> [TASK TO COMPLETE]:
Select from the records below every line that has the word "roads" in it.

▬▬▬▬▬▬

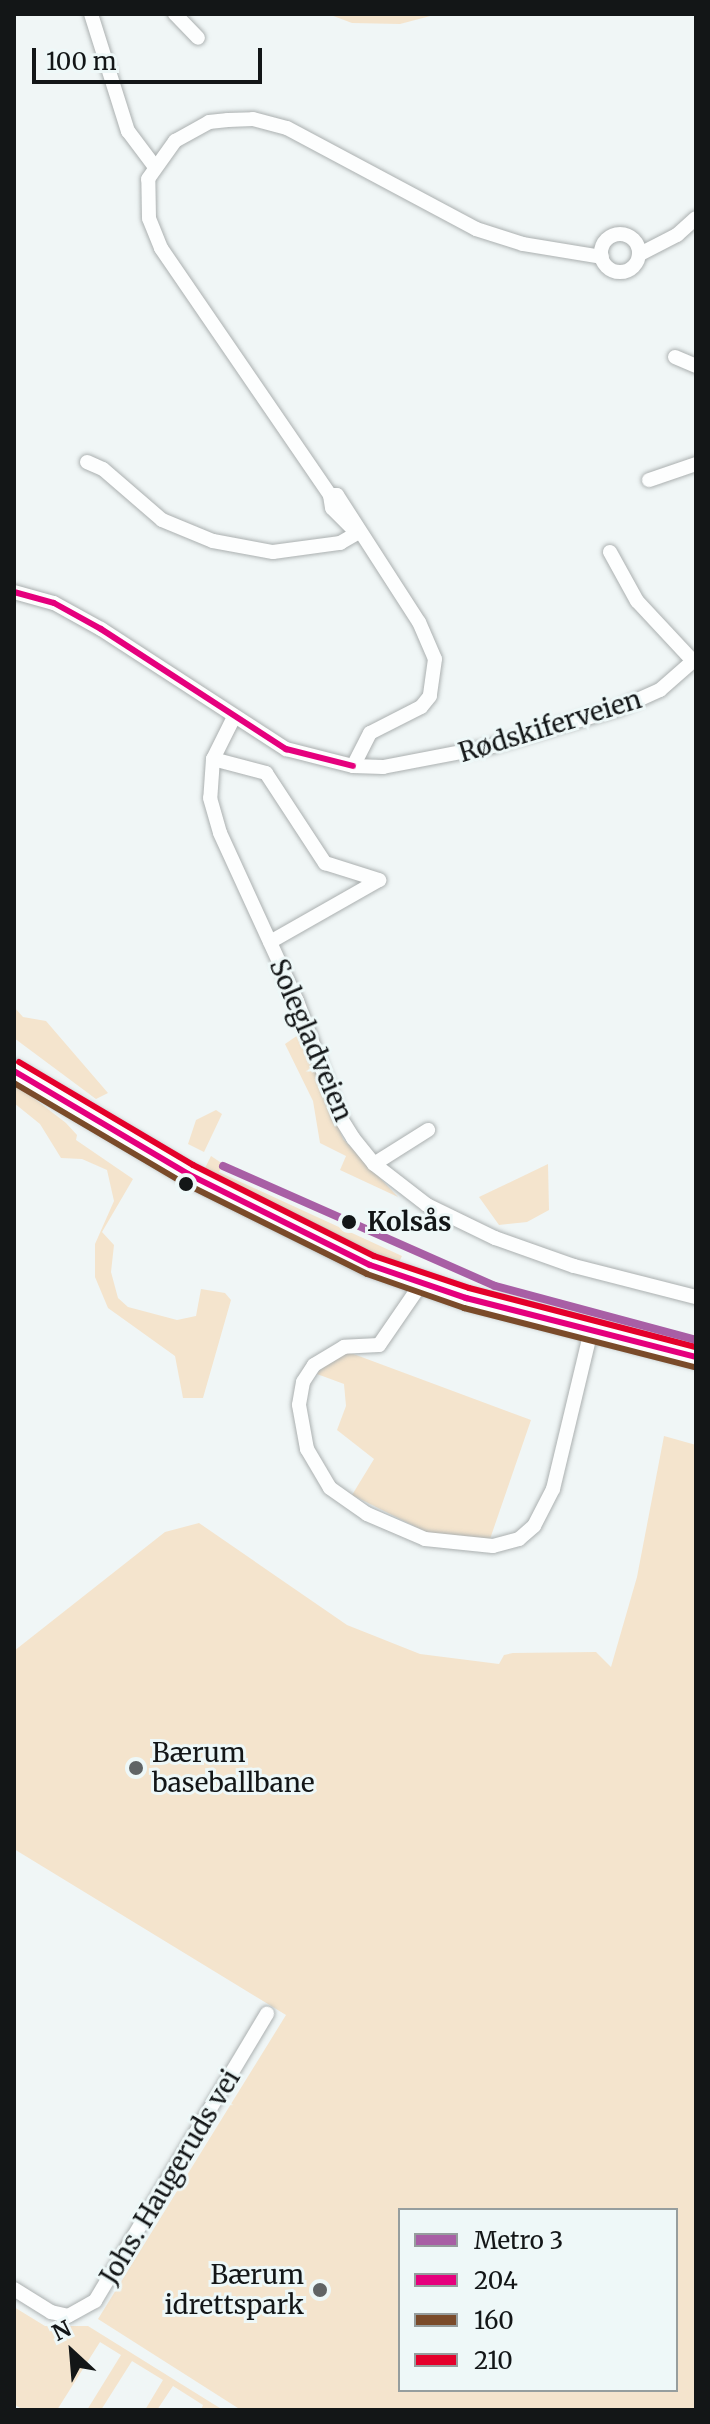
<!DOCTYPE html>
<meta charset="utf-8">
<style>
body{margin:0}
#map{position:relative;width:710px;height:2424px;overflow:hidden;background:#f0f6f6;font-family:Merriweather,serif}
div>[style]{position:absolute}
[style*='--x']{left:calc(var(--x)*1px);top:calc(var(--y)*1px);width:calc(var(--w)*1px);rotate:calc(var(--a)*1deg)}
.green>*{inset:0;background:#f4e4cd}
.roads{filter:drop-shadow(0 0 2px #abb0b0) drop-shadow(0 0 2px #abb0b0)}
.street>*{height:14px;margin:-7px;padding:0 7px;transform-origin:7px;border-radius:7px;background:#fdfefe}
.street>.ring{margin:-7px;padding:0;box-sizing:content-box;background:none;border:14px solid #fdfefe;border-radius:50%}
.primary>*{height:22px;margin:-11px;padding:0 11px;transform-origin:11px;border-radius:11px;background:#fdfefe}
.bus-1>*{height:6px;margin:-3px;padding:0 3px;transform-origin:3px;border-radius:3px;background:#e5007d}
.bus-2>*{height:6px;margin:-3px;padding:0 3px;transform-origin:3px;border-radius:3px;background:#7a4b2a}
.bus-3>*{height:6px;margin:-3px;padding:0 3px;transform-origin:3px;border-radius:3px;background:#e4002b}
.metro-1>*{height:8px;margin:-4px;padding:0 4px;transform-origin:4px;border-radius:4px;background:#a85fa5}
.dots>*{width:22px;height:22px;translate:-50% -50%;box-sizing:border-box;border:4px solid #eef8f8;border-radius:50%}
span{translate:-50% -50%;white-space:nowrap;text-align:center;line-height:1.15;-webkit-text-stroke:6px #eef8f8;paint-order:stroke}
.street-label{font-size:26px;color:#131617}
.stop-label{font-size:26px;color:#131617;font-weight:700}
.left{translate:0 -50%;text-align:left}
.poi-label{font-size:26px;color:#131617}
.right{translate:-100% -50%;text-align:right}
.frame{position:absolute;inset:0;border:16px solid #131617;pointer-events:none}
.legend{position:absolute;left:398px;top:2208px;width:280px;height:184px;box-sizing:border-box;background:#eef8f8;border:2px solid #969e9e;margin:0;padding:10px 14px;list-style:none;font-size:24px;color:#131617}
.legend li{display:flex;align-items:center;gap:16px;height:40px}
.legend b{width:40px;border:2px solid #969e9e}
.north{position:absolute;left:32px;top:2312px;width:80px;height:80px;-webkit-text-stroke:6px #eef8f8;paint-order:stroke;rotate:334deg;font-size:22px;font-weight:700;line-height:32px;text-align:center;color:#131617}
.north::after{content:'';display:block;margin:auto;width:28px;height:36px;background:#131617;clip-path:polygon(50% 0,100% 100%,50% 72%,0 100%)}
.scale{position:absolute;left:32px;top:48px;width:230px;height:36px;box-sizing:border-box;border:4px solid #131617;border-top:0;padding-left:10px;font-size:24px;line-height:28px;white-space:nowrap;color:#131617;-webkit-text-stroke:6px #eef8f8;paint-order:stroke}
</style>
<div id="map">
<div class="green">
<i style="clip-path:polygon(328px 14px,438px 14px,400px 24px,352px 23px)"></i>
<i style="clip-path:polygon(14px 1007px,23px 1017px,46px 1021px,108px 1093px,96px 1099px,14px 1038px)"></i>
<i style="clip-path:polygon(301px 1033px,343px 1139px,398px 1197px,340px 1170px,346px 1156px,320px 1143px,313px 1101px,285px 1044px)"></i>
<i style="clip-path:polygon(14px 1083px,66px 1123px,77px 1135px,76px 1140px,133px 1179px,102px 1232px,114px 1245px,111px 1272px,118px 1298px,128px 1307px,177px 1320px,196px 1316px,201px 1289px,225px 1293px,231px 1300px,203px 1398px,183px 1398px,175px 1356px,108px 1308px,95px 1277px,95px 1244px,114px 1201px,107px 1170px,82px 1159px,61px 1158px,40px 1124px,14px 1103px)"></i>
<i style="clip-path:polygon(216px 1110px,222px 1114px,204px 1152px,188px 1144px,196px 1120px)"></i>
<i style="clip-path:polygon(211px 1156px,223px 1164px,219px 1172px,402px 1256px,397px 1266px,204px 1170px)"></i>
<i style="clip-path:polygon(548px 1164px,549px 1210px,527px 1222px,499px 1225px,479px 1197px)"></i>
<i style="clip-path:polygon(340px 1349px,531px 1420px,490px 1539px,432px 1535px,352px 1495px,374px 1459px,337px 1430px,346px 1406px,344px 1384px,317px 1374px)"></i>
<i style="clip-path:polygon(evenodd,664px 1436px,696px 1445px,696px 2410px,241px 2410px,98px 2319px,286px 2015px,14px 1849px,14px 1651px,165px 1532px,199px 1523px,347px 1625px,420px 1654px,499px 1664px,504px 1655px,513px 1653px,596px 1652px,611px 1667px,637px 1577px,664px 1436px,400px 2210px,676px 2210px,676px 2390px,400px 2390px,400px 2210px)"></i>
<i style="clip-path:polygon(14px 2307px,45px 2326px,88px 2326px,223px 2410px,201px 2410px,203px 2405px,173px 2386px,157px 2410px,145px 2410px,163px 2380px,132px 2361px,101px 2410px,87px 2410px,121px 2355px,100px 2342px,57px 2410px,23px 2410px,14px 2404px)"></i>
</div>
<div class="roads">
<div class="street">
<i style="--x:91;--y:14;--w:123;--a:72.5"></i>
<i style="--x:128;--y:131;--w:45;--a:53.1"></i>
<i style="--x:175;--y:14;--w:33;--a:46"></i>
<i class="ring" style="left:601px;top:234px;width:24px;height:24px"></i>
<i style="--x:640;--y:254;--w:42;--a:-27.2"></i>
<i style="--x:677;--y:235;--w:25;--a:-42"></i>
<i style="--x:675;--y:357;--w:23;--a:23"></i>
<i style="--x:87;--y:462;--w:17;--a:24"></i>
<i style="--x:103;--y:469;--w:78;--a:40.8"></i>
<i style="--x:162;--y:520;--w:55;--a:22.4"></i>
<i style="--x:213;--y:541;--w:61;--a:10.4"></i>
<i style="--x:273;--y:552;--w:68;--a:-7.7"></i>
<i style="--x:340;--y:543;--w:20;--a:-30"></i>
<i style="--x:649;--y:480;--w:50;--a:-18.8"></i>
<i style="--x:330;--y:495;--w:7;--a:0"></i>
<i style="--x:337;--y:495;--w:151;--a:57.2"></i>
<i style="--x:419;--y:622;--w:40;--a:66.6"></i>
<i style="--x:435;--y:659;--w:37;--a:98"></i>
<i style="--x:430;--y:696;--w:14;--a:129"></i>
<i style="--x:421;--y:707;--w:57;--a:153"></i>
<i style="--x:370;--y:733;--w:37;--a:117"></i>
<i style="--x:357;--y:533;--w:35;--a:-135"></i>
<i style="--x:332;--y:508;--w:13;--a:-99"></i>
<i style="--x:330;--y:495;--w:299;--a:-124.4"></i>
<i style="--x:161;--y:248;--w:32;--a:-112"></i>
<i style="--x:149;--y:218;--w:39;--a:-91"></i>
<i style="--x:148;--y:179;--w:47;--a:-54.6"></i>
<i style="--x:175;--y:141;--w:39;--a:-29"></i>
<i style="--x:209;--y:122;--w:19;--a:-6"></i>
<i style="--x:228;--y:120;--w:25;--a:-2"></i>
<i style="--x:253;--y:119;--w:35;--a:15"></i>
<i style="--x:287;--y:128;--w:214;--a:28.1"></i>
<i style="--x:476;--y:229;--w:49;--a:17.7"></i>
<i style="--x:523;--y:244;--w:80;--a:9.3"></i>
<i style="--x:14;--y:592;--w:41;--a:15.4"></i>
<i style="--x:54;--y:603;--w:54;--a:29"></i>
<i style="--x:101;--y:629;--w:221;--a:33"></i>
<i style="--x:286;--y:749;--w:69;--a:14.2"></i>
<i style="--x:353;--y:766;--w:30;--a:2"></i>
<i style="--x:383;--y:767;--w:111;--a:-10.9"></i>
<i style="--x:492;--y:746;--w:134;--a:-16.5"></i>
<i style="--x:620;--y:708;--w:44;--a:-24.2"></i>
<i style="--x:660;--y:690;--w:44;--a:-41.3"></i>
<i style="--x:693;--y:661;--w:82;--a:-133"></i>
<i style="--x:637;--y:601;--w:56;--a:-118.9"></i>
<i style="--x:234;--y:717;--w:47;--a:116.6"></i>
<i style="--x:213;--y:759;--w:39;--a:94"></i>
<i style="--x:210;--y:798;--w:36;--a:74"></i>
<i style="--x:220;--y:833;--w:185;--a:65.4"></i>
<i style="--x:297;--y:1001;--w:124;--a:69.7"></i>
<i style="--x:340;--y:1117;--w:25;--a:58"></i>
<i style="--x:353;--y:1138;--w:33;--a:51"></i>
<i style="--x:374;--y:1164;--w:67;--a:37.7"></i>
<i style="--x:427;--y:1205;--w:76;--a:25.9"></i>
<i style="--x:495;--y:1238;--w:84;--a:19.5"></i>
<i style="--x:574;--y:1266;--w:126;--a:14.3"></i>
<i style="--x:213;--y:759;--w:55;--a:14.8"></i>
<i style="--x:266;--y:773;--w:108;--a:56.8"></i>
<i style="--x:325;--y:863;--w:57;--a:17.5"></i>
<i style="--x:270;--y:942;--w:125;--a:-29.6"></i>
<i style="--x:374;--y:1164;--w:64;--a:-32.2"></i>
<i style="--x:421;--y:1284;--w:74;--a:124.5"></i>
<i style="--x:379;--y:1345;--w:35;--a:177"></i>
<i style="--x:344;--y:1347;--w:35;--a:149"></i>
<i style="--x:314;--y:1365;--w:20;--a:123"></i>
<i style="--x:303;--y:1382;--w:23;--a:100"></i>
<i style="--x:299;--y:1405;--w:45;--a:79.7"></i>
<i style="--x:307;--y:1449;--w:45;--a:59.5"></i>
<i style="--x:330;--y:1488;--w:45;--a:35.1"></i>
<i style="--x:367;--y:1514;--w:63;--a:23.3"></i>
<i style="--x:425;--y:1539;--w:68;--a:5.9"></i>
<i style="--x:493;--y:1546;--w:27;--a:-15"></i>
<i style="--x:519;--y:1539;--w:20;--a:-41"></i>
<i style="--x:534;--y:1526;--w:42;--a:-62.8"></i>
<i style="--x:553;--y:1489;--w:163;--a:-76.5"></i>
<i style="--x:14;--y:2289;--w:44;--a:31.9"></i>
<i style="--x:51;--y:2312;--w:17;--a:13"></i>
<i style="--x:68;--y:2316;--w:31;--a:-29"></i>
<i style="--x:95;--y:2301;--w:335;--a:-59.1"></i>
</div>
<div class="primary">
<i style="--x:14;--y:1071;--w:202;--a:30.6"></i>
<i style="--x:188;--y:1174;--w:203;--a:26.6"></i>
<i style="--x:370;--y:1265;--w:102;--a:19"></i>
<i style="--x:466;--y:1298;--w:237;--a:14.4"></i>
</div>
</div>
<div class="bus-1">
<i style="--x:14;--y:592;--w:41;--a:15.4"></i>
<i style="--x:54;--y:603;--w:54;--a:29"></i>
<i style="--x:101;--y:629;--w:221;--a:33"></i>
<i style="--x:286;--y:749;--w:69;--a:14.2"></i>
<i style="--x:14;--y:1071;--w:202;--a:30.6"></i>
<i style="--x:188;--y:1174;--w:203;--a:26.6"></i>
<i style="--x:370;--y:1265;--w:102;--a:19"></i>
<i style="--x:466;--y:1298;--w:237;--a:14.4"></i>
</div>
<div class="bus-2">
<i style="--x:14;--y:1083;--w:197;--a:30.5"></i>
<i style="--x:184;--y:1183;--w:204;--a:26.4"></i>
<i style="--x:367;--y:1274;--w:103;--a:19.3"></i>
<i style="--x:464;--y:1308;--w:237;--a:14.4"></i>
</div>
<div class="bus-3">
<i style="--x:19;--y:1062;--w:202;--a:30.6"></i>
<i style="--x:193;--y:1165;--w:203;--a:26.7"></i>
<i style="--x:374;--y:1256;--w:100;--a:18.6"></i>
<i style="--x:469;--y:1288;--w:235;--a:14.6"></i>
</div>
<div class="metro-1">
<i style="--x:223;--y:1166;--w:297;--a:23.8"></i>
<i style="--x:495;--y:1286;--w:208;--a:15"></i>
</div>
<div class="dots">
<i style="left:186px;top:1184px;background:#131617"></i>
<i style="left:349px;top:1222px;background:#131617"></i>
<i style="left:136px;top:1768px;background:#606465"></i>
<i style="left:320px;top:2290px;background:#606465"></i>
</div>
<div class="street-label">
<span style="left:550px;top:726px;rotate:-17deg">Rødskiferveien</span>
<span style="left:311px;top:1040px;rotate:67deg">Solegladveien</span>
<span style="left:170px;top:2177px;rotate:-59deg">Johs. Haugeruds vei</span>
</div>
<div class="stop-label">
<span class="left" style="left:367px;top:1222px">Kolsås</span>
</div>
<div class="poi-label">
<span class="left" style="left:152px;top:1768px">Bærum<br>baseballbane</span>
<span class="right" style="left:304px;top:2290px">Bærum<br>idrettspark</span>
</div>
<div class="frame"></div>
<ul class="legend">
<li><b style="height:10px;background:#a85fa5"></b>Metro 3</li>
<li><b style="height:10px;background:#e5007d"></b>204</li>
<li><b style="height:10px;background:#7a4b2a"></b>160</li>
<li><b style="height:10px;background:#e4002b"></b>210</li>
</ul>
<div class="north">N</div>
<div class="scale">100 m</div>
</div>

▬▬▬▬▬▬

> [EXERCISE RESULT]:
.roads{filter:drop-shadow(0 0 2px #abb0b0) drop-shadow(0 0 2px #abb0b0)}
<div class="roads">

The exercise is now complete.